*TO DO*
Every entry must be set down exactly in the answer; no pictures should appear.

*RECORDS*
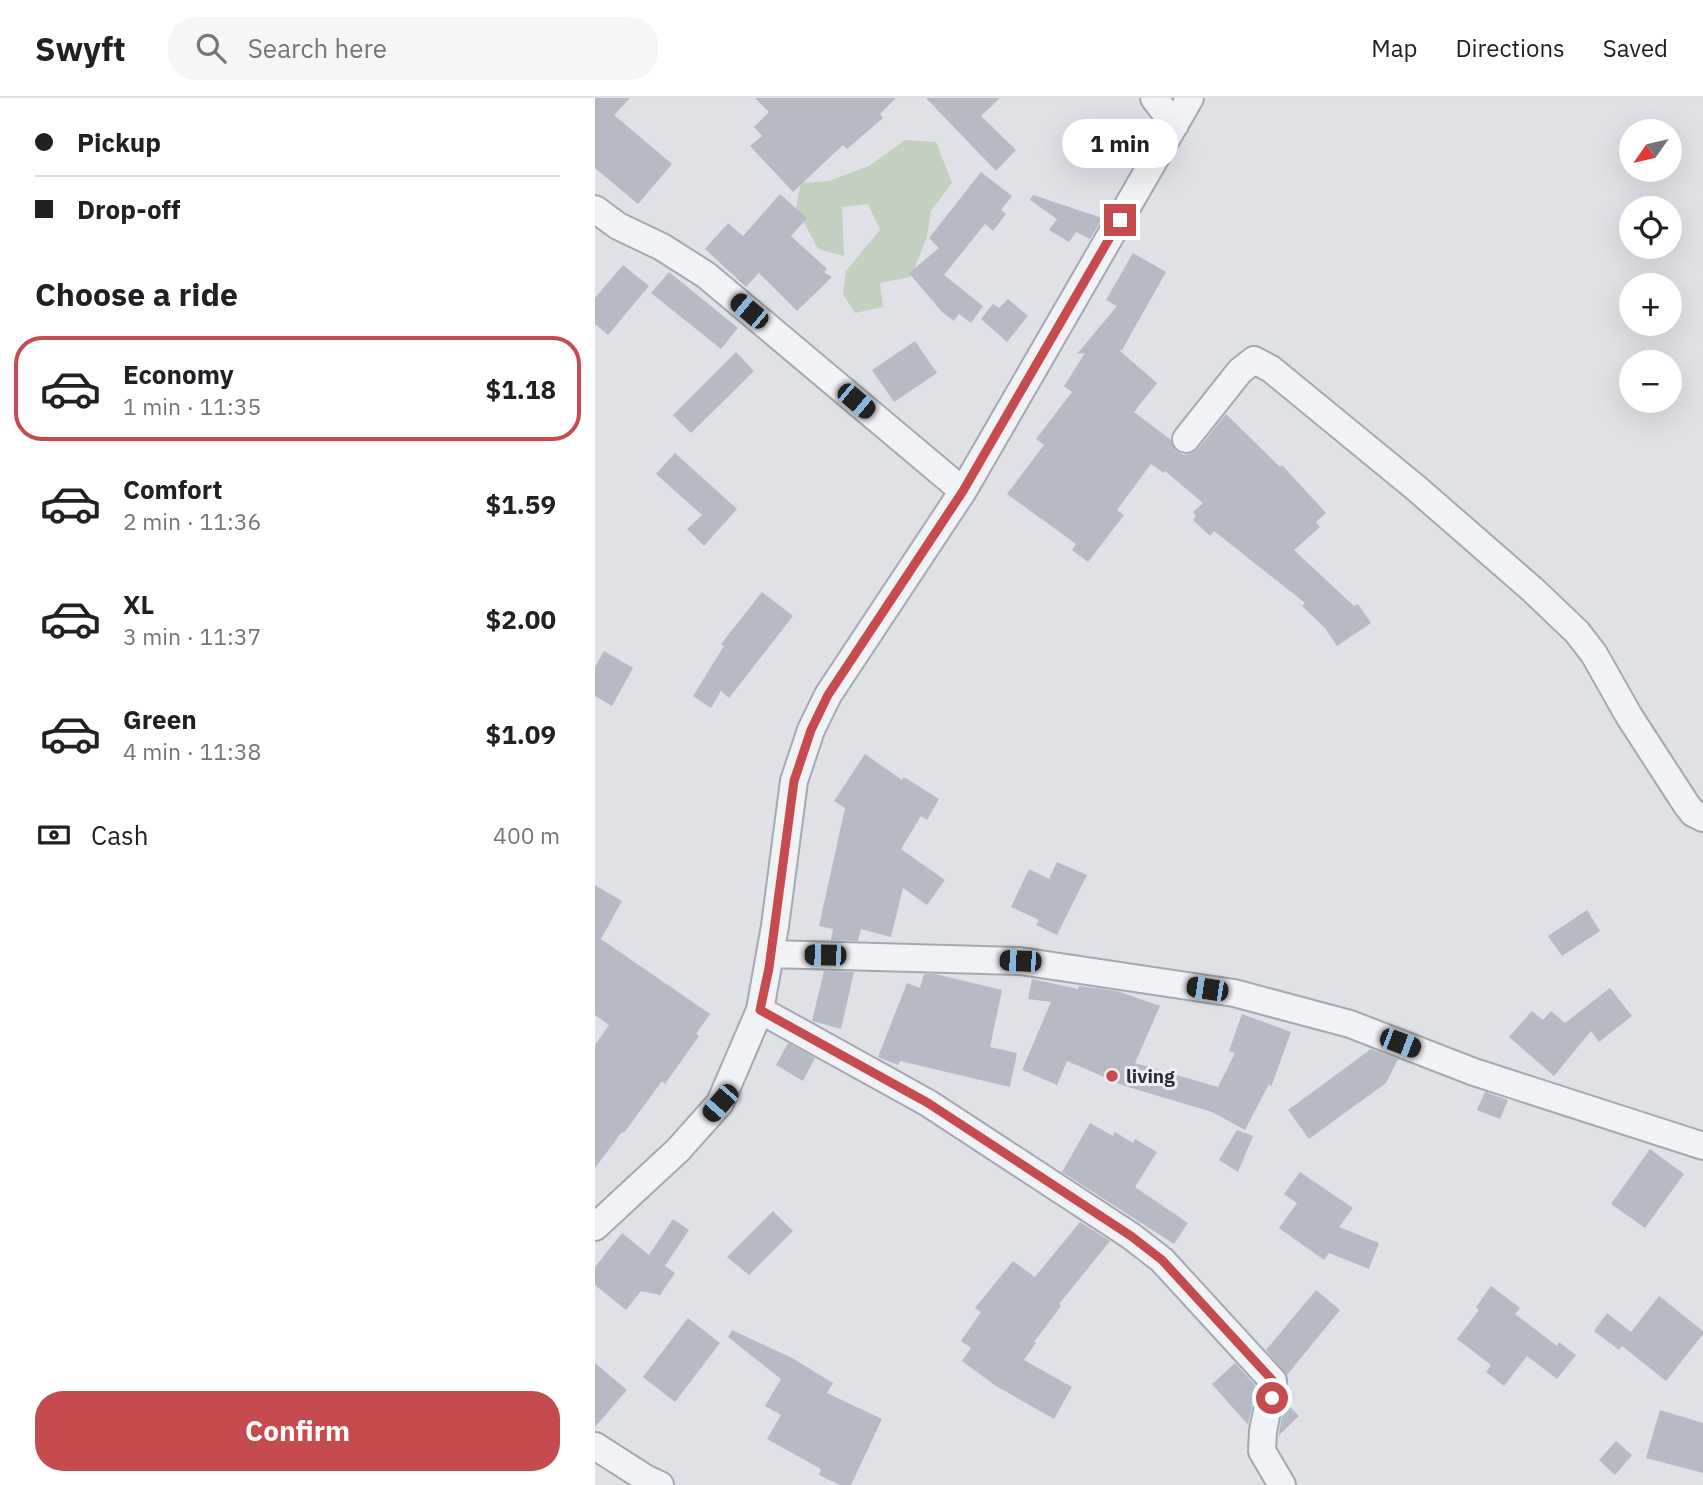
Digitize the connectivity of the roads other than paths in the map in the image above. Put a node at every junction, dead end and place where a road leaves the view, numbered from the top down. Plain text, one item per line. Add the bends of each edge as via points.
1 (1154, 98) edge
2 (1190, 98) edge
3 (1175, 125) junction
4 (595, 209) edge
5 (1187, 439) dead end
6 (963, 491) junction
7 (1703, 818) edge
8 (771, 954) junction
9 (760, 1010) junction
10 (1703, 1146) edge
11 (595, 1227) edge
12 (595, 1446) edge
13 (660, 1485) edge
14 (1282, 1485) edge

1 - 3 street
2 - 3 street
3 - 6 street
4 - 6 street via 706,275
5 - 7 street via 1240,371 1254,360 1271,369 1425,496 1577,632 1686,804
6 - 8 street via 828,695 811,730 794,781
8 - 9 street
8 - 10 street via 1020,961 1234,993 1350,1024 1474,1072
9 - 11 street via 720,1103 678,1150
9 - 14 street via 928,1103 1154,1252 1273,1381 1262,1451
12 - 13 street

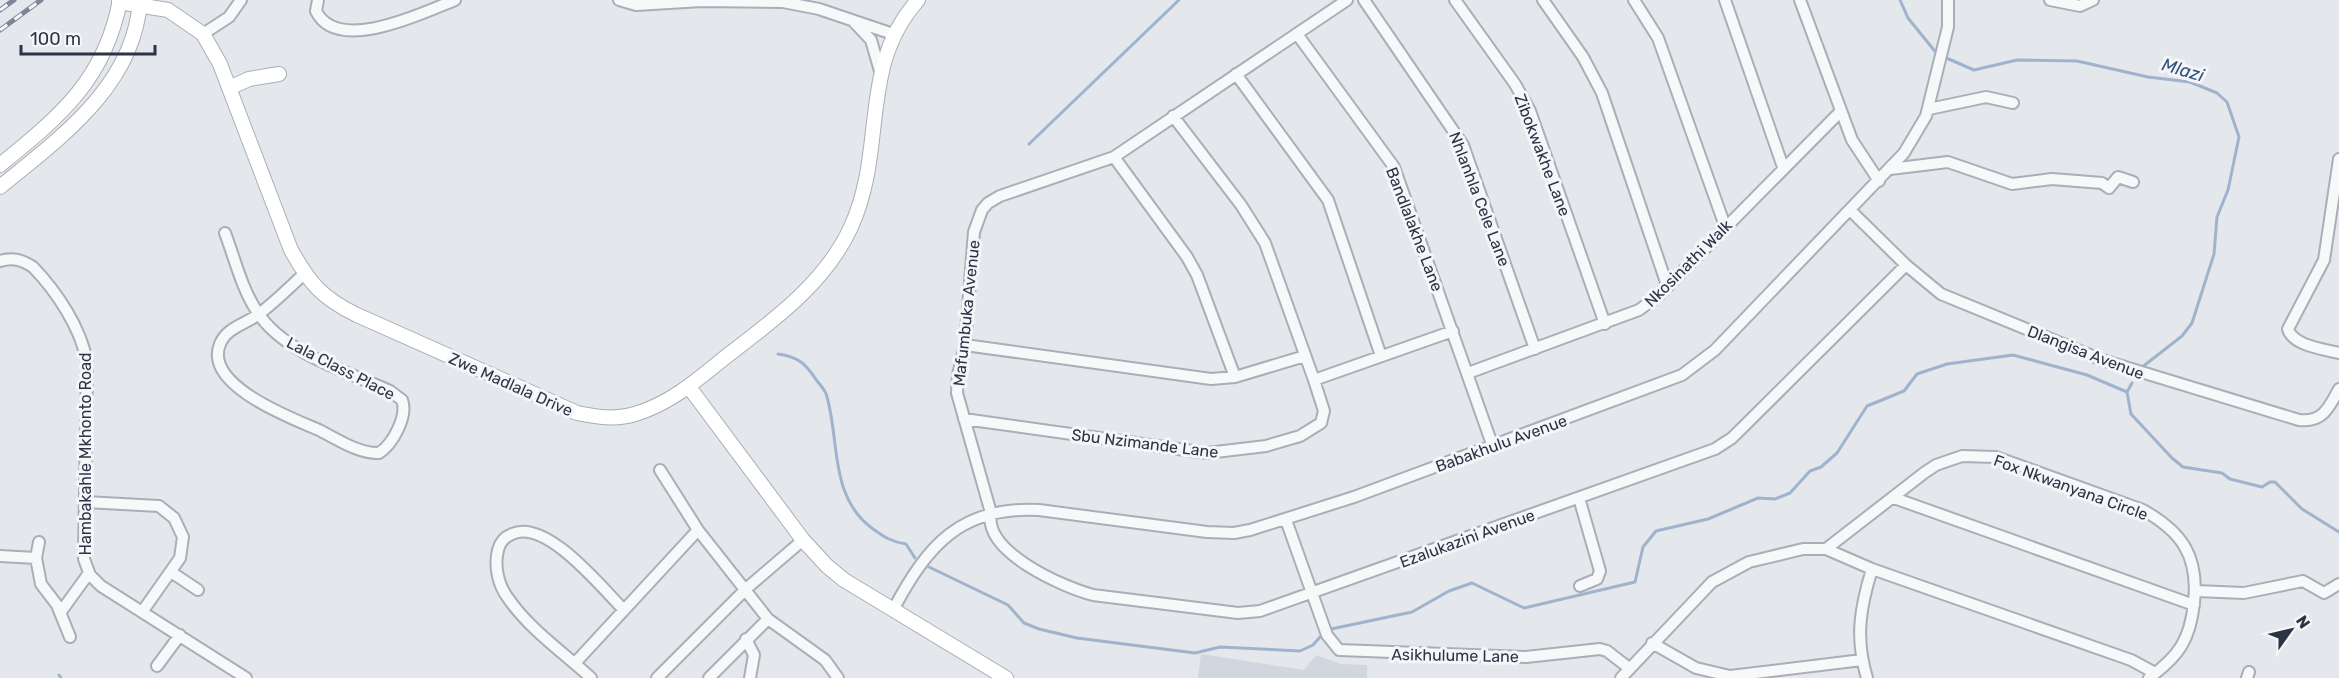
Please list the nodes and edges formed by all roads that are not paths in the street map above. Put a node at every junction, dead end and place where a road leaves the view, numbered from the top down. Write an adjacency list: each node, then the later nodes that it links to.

*REPLY*
Digitize the connectivity of the roads other than paths in the map in the image above. Put a node at every junction, dead end and place where a road leaves the view, numbered from the top down. Plain text, one item per line. Add the bends of each edge as via points.
1 (1154, 98) edge
2 (1190, 98) edge
3 (1175, 125) junction
4 (595, 209) edge
5 (1187, 439) dead end
6 (963, 491) junction
7 (1703, 818) edge
8 (771, 954) junction
9 (760, 1010) junction
10 (1703, 1146) edge
11 (595, 1227) edge
12 (595, 1446) edge
13 (660, 1485) edge
14 (1282, 1485) edge

1 - 3 street
2 - 3 street
3 - 6 street
4 - 6 street via 706,275
5 - 7 street via 1240,371 1254,360 1271,369 1425,496 1577,632 1686,804
6 - 8 street via 828,695 811,730 794,781
8 - 9 street
8 - 10 street via 1020,961 1234,993 1350,1024 1474,1072
9 - 11 street via 720,1103 678,1150
9 - 14 street via 928,1103 1154,1252 1273,1381 1262,1451
12 - 13 street

Please list the nodes and edges formed by all roads that are not paths in the street map above. Put a node at every junction, dead end and place where a road leaves the view, numbered from the top down. Write an adjacency list: each node, then the later nodes that it links to.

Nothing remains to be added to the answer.